After years of waiting, Lawrence man claims his gold medal

Jude Monye, of Lawrence, finally claimed his gold medal this summer, five years after U.S. athletes were stripped of theirs in a scandal involving performance-enhancing drugs. Monye had won the silver with the Nigerian 4x400 team in the 2000 Summer Olympics; the American team that won the gold was disqualified in 2008.

It’s been five years since Jude Monye received a phone call informing him that he had won a gold medal.

The call was a long time coming: Monye had represented Nigeria in the 2000 Olympics. And the medal itself would take even longer. But it is here now, and for Monye the years of waiting for his gold have stretched the race of his life from three-minutes into 13 years.

Before settling in Lawrence, Monye had won a silver medal with the Nigerian 4×400 relay team at the Sydney Olympics. The United States team won the gold in that race, but was later disqualified in a scandal involving performance-enhancing drugs.

Setting the record straight took a long time — too much time, Monye says — and it wasn’t until 2008 that the International Olympic Committee officially stripped the U.S. team of its medal and Monye learned that his team would trade their silver for gold. The ceremony was to be arranged soon, according to the IOC. It would send word when a date was set. Monye waited.

And waited.

‘What is going on?’

Years passed, and Monye’s life changed. His son, Keelan, was born in 2011. The same year, his team captain in the Olympics, Sunday Bada, died in Nigeria.

Monye’s job in Lawrence, as a claims specialist at Vangent, Inc., became a career. He had come to Lawrence in 2002 to train with Kansas University track coach Stanley Redwine, but was sidelined by an injury and made his home here. He is still devoted to track and field, as a spectator and an agent for U.S. athletes, but hasn’t run competitively in years.

All along, Monye, originally from Benin City, Nigeria, knew the U.S. team would have to give up the gold eventually, but he heard nothing from the IOC. He and a teammate now living in Ohio often talked about it. “We would say, ‘What is going on?'” Monye said. “What are these people waiting for?”

In February, things began happening. The IOC asked Monye’s team to return their medals, but Monye had grown skeptical of promises over the years. “We didn’t want to give up the silver because we didn’t know if we were really going to get the gold.”

But he did send back the silver and he waited again. March, April, and May passed. By July, Monye’s thoughts about the medals had taken a back seat to his excitement about being promoted at work.

And then, suddenly on a Friday morning, the office of the president of Nigeria called Monye and asked him to get on a plane to Nigeria the following Monday. The ceremony was to be that Wednesday.

But when Monye and his surviving teammates — team captain Bada was represented by his widow — gathered in the Nigerian capital of Abuja on the appointed day, there were more delays. “The problem was, between the sports ministry and the presidency, there was a lack of communication,” Monye said.

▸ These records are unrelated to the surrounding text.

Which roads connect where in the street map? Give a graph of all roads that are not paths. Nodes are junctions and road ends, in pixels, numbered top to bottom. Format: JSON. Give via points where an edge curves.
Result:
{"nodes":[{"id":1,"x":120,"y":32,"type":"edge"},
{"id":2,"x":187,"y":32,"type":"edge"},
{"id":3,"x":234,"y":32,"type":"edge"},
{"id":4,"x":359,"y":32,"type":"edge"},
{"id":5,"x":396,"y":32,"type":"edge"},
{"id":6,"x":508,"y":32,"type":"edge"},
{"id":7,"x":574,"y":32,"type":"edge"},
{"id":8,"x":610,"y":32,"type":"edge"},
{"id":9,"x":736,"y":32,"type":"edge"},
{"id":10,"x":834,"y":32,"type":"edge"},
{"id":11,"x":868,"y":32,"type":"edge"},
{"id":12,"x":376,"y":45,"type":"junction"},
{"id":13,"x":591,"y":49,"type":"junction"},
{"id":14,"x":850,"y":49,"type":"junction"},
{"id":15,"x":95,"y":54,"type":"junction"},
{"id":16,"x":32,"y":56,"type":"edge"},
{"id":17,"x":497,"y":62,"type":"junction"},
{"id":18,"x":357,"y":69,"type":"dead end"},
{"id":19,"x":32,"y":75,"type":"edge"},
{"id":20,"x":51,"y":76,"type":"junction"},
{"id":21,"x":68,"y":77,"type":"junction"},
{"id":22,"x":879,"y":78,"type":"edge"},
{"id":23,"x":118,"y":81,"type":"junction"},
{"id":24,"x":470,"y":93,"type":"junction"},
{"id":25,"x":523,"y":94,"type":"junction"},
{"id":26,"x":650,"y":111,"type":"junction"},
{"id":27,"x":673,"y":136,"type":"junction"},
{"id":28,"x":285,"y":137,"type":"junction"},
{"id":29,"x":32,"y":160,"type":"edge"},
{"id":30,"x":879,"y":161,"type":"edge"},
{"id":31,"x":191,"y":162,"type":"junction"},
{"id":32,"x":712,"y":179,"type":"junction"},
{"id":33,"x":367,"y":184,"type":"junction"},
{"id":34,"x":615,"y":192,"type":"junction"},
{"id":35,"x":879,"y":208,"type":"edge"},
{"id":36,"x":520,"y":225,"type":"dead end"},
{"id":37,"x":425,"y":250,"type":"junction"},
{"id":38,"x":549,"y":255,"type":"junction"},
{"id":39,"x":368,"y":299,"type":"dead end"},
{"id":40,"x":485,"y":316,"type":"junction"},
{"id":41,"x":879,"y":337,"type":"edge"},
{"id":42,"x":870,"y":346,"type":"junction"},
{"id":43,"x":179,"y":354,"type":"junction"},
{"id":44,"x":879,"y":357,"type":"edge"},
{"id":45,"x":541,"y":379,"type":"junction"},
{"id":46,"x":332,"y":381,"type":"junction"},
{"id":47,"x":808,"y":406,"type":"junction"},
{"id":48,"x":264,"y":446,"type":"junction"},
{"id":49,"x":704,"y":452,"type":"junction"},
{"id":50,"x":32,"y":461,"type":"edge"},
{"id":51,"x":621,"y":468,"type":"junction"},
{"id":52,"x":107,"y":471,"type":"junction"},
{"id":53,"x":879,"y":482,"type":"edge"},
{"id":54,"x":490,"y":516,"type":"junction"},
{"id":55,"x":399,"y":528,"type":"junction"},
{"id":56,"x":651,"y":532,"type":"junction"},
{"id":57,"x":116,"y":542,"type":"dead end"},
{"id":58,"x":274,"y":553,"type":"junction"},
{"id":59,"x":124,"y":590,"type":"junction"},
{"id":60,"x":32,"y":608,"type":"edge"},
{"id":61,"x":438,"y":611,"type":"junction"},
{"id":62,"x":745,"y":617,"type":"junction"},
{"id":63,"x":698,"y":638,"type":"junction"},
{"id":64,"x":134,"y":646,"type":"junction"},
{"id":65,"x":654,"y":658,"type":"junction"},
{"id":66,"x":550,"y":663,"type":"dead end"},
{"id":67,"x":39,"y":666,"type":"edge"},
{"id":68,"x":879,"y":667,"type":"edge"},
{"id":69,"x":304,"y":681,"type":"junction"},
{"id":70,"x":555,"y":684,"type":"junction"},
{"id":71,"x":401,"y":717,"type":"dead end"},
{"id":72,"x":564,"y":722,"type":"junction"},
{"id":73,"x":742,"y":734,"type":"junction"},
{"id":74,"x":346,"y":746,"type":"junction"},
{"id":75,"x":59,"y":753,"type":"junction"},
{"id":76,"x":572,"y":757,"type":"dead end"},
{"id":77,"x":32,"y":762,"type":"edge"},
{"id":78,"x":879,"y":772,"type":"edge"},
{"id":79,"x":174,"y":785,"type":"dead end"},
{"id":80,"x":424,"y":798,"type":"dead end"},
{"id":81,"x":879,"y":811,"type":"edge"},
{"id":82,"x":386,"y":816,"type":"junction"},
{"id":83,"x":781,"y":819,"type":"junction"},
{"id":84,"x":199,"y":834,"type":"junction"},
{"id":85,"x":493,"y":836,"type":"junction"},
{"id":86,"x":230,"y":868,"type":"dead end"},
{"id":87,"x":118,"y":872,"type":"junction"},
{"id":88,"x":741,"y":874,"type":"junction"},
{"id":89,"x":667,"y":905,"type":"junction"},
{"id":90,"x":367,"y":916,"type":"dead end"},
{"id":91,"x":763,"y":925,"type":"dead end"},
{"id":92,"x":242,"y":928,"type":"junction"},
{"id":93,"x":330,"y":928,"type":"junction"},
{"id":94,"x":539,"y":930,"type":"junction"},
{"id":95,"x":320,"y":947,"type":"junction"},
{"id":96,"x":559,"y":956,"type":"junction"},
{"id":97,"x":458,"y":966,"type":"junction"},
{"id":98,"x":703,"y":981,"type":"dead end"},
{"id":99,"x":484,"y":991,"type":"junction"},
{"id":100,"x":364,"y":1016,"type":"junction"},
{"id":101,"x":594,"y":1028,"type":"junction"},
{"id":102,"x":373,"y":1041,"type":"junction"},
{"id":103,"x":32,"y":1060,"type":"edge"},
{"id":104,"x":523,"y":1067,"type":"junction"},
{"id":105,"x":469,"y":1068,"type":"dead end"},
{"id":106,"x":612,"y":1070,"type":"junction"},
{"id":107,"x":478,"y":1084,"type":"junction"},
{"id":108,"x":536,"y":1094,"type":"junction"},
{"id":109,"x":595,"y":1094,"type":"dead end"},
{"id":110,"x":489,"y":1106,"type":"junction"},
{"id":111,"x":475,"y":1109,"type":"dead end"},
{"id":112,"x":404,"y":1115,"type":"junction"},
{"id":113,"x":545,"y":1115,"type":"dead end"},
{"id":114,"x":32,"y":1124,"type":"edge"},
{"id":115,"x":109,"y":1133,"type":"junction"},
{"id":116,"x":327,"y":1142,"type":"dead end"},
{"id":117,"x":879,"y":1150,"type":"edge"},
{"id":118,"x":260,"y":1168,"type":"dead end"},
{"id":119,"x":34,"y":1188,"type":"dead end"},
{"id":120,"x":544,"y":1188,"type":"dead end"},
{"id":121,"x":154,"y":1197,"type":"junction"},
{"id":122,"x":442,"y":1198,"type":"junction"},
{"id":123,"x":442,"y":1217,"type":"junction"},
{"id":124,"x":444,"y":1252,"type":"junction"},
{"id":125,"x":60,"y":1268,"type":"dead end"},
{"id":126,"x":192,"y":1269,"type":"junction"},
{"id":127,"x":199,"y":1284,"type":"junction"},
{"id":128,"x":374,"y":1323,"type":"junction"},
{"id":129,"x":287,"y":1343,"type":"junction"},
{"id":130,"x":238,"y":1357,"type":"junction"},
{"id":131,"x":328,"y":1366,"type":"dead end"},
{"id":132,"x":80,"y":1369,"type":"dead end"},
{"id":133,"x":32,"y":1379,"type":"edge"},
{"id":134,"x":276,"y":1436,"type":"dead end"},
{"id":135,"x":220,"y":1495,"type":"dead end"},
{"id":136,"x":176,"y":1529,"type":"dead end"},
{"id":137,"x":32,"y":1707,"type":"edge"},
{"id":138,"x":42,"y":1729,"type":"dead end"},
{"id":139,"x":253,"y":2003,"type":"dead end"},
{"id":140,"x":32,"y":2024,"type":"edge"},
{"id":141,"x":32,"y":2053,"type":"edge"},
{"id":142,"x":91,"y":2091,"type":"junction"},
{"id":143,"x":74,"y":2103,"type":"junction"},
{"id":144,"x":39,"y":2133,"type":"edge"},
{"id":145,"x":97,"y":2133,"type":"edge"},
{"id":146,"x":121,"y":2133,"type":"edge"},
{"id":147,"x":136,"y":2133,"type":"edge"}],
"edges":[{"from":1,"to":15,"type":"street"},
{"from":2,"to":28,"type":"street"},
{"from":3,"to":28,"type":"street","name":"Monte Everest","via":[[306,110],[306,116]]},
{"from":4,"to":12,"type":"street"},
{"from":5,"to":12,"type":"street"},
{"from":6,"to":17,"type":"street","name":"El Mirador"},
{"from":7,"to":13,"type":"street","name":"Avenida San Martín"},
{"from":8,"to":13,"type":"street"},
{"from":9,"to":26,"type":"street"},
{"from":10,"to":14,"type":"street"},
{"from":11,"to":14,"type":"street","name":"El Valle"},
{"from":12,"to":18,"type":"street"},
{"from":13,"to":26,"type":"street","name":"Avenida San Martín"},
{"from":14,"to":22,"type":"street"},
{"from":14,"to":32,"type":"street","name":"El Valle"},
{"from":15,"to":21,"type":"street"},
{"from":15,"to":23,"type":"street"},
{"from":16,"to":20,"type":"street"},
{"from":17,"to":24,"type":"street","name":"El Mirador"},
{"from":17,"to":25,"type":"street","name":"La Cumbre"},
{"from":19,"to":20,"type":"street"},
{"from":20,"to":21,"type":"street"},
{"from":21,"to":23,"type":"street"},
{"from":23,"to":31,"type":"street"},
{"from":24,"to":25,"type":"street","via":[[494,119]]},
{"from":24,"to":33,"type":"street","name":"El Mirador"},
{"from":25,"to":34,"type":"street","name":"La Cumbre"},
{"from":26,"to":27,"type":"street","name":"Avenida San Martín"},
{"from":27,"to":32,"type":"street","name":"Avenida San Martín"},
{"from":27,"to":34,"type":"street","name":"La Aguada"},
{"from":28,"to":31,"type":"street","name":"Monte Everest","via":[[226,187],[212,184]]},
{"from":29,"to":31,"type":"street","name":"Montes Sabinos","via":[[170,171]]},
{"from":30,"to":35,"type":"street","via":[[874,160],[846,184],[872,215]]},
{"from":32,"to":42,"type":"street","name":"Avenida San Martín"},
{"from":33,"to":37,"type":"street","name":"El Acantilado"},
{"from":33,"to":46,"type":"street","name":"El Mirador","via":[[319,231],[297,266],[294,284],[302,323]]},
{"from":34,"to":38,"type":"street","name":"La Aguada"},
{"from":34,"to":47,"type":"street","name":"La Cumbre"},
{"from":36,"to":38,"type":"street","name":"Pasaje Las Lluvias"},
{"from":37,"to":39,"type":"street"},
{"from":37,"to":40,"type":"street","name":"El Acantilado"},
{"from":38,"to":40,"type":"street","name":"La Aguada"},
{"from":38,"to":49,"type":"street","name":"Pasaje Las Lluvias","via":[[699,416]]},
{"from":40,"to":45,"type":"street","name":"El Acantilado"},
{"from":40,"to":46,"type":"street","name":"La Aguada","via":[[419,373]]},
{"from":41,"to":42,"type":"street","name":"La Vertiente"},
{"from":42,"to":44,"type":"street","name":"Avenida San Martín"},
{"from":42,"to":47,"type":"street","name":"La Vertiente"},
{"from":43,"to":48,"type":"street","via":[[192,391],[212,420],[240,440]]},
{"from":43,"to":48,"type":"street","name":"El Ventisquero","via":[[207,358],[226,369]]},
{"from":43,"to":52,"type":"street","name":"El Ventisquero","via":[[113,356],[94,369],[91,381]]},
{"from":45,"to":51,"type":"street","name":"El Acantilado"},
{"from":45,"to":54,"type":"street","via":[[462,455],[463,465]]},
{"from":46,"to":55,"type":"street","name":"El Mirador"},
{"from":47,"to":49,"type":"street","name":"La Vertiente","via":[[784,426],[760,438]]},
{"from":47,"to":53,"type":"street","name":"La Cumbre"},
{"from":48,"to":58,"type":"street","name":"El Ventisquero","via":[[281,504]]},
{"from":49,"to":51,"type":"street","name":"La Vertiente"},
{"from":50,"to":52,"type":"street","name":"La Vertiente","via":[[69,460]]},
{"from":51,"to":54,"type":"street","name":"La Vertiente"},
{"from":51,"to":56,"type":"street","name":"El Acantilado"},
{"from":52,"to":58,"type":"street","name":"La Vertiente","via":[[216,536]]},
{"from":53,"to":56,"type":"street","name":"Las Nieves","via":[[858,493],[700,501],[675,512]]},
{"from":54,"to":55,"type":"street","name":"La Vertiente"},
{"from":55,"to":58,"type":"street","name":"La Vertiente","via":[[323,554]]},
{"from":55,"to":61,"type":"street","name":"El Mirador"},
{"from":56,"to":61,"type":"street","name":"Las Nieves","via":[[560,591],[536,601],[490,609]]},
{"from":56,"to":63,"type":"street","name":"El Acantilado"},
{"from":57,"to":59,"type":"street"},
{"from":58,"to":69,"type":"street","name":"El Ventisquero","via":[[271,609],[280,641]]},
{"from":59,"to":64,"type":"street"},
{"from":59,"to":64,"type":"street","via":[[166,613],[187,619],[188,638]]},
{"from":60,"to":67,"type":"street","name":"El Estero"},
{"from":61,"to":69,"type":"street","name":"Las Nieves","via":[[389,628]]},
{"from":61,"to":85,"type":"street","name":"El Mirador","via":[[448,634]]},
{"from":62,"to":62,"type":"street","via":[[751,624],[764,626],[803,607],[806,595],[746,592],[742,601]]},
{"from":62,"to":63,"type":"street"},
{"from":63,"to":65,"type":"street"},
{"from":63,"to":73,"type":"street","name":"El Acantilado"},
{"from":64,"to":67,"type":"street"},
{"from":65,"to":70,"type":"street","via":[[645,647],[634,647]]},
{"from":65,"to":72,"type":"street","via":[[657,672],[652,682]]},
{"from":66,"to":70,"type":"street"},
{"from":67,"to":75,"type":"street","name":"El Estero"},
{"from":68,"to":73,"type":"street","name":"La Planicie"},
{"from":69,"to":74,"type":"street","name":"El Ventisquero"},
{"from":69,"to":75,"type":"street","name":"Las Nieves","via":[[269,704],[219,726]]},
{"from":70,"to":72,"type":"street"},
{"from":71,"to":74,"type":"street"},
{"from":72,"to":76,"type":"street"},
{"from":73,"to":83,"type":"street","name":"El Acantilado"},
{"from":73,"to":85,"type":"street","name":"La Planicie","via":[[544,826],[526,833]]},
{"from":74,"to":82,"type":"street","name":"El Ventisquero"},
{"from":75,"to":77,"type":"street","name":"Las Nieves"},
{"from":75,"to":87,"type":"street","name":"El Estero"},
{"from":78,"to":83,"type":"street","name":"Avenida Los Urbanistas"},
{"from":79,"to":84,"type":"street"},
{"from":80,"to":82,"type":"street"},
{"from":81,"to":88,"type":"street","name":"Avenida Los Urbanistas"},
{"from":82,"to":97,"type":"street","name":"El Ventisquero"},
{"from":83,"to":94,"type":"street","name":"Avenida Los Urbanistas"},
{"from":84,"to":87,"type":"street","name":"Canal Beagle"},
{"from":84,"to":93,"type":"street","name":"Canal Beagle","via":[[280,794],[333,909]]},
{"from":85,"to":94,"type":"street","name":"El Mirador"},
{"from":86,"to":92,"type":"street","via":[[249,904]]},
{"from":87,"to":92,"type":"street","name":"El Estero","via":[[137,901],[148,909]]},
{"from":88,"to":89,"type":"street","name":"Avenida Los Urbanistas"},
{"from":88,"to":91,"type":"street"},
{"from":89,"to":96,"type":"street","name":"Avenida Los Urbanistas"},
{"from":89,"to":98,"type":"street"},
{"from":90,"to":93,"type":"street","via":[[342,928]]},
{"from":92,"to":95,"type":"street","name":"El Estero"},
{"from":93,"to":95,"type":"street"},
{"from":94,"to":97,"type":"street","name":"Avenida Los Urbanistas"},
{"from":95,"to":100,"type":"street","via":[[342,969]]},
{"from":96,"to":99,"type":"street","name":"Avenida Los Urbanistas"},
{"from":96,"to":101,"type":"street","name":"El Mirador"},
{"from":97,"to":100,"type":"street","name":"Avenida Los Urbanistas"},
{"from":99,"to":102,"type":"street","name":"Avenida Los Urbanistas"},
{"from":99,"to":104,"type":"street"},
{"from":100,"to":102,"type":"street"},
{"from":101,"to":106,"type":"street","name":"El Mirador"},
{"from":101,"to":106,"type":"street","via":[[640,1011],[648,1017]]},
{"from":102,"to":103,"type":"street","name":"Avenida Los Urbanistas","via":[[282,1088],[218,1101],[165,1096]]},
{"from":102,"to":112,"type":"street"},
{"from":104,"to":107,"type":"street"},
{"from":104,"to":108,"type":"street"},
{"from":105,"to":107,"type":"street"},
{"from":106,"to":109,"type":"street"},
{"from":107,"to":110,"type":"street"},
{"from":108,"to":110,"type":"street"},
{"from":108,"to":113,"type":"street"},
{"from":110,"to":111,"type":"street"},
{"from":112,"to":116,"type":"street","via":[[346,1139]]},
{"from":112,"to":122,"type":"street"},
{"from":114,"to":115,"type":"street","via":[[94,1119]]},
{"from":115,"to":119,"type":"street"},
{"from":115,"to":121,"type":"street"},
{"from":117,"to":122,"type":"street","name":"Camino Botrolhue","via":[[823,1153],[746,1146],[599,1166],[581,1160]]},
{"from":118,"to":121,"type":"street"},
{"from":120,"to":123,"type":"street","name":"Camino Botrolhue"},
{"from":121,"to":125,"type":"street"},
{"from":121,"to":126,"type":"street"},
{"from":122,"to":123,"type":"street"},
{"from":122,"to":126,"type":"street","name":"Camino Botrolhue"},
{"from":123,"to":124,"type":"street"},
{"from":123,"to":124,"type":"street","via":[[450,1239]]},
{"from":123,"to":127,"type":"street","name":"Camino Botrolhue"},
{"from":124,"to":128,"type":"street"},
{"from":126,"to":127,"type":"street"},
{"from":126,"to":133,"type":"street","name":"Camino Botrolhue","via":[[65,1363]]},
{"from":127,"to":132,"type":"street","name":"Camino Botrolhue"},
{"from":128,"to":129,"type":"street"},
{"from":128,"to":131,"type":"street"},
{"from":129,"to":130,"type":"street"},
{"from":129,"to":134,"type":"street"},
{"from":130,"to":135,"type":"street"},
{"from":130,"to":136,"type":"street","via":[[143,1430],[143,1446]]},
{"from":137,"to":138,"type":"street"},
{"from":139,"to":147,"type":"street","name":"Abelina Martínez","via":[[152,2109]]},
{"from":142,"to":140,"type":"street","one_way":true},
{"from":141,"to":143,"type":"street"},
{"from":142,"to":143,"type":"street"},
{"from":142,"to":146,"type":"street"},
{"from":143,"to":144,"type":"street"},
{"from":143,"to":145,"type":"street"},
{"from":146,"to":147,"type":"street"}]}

The team was asked to stay in Abuja for a week and return to the presidential offices the following Wedesday.

That wasn’t so easy. Like Monye, his teammates had lives elsewhere at this point. “They had jobs,” Monye said. “What are they going to do for the week?”

For his part, Monye said his new boss back in Lawrence was very understanding about the delay and let him have the second week off. “Eventually, it happened,” he said.

Monye wasn’t sure anyone, even in Nigeria, would be interested in this belated ceremony, but the team was greeted with fanfare. “Nigeria surprised us,” Monye said. “Most of the people we competed with in 2000, nobody talks about them anymore.”

He was touched that the Nigerian president, Goodluck Jonathan, personally presided over a ceremony conferring the gold medals on Monye and his team. “He did that because it was in his mind to do it, because he genuinely loves sports,” Monye said. “He didn’t have to do that.”

Back home

Back home now in Lawrence, Monye let two-year-old Keelan play with the gold medal for a few minutes while he showed visitors the video from the 2000 race in Sydney. In a running commentary of the race, he grew excited all over again watching his teammate Udo-Obong lurch into second place at the last moment. “We came out of nowhere,” Monye said.

Monye said he gives credit to his mother, who lives with him in Lawrence, for making him a champion. He isn’t bitter about the U.S. team’s doping scandal in that race, or the years it took the IOC hand over the gold medal.

But he does regret that, on the video, it is still the U.S. national anthem playing after the race, and not the Nigerian. That can’t be corrected now. And it saddens him that his team captain, Bada, did not live to see this day.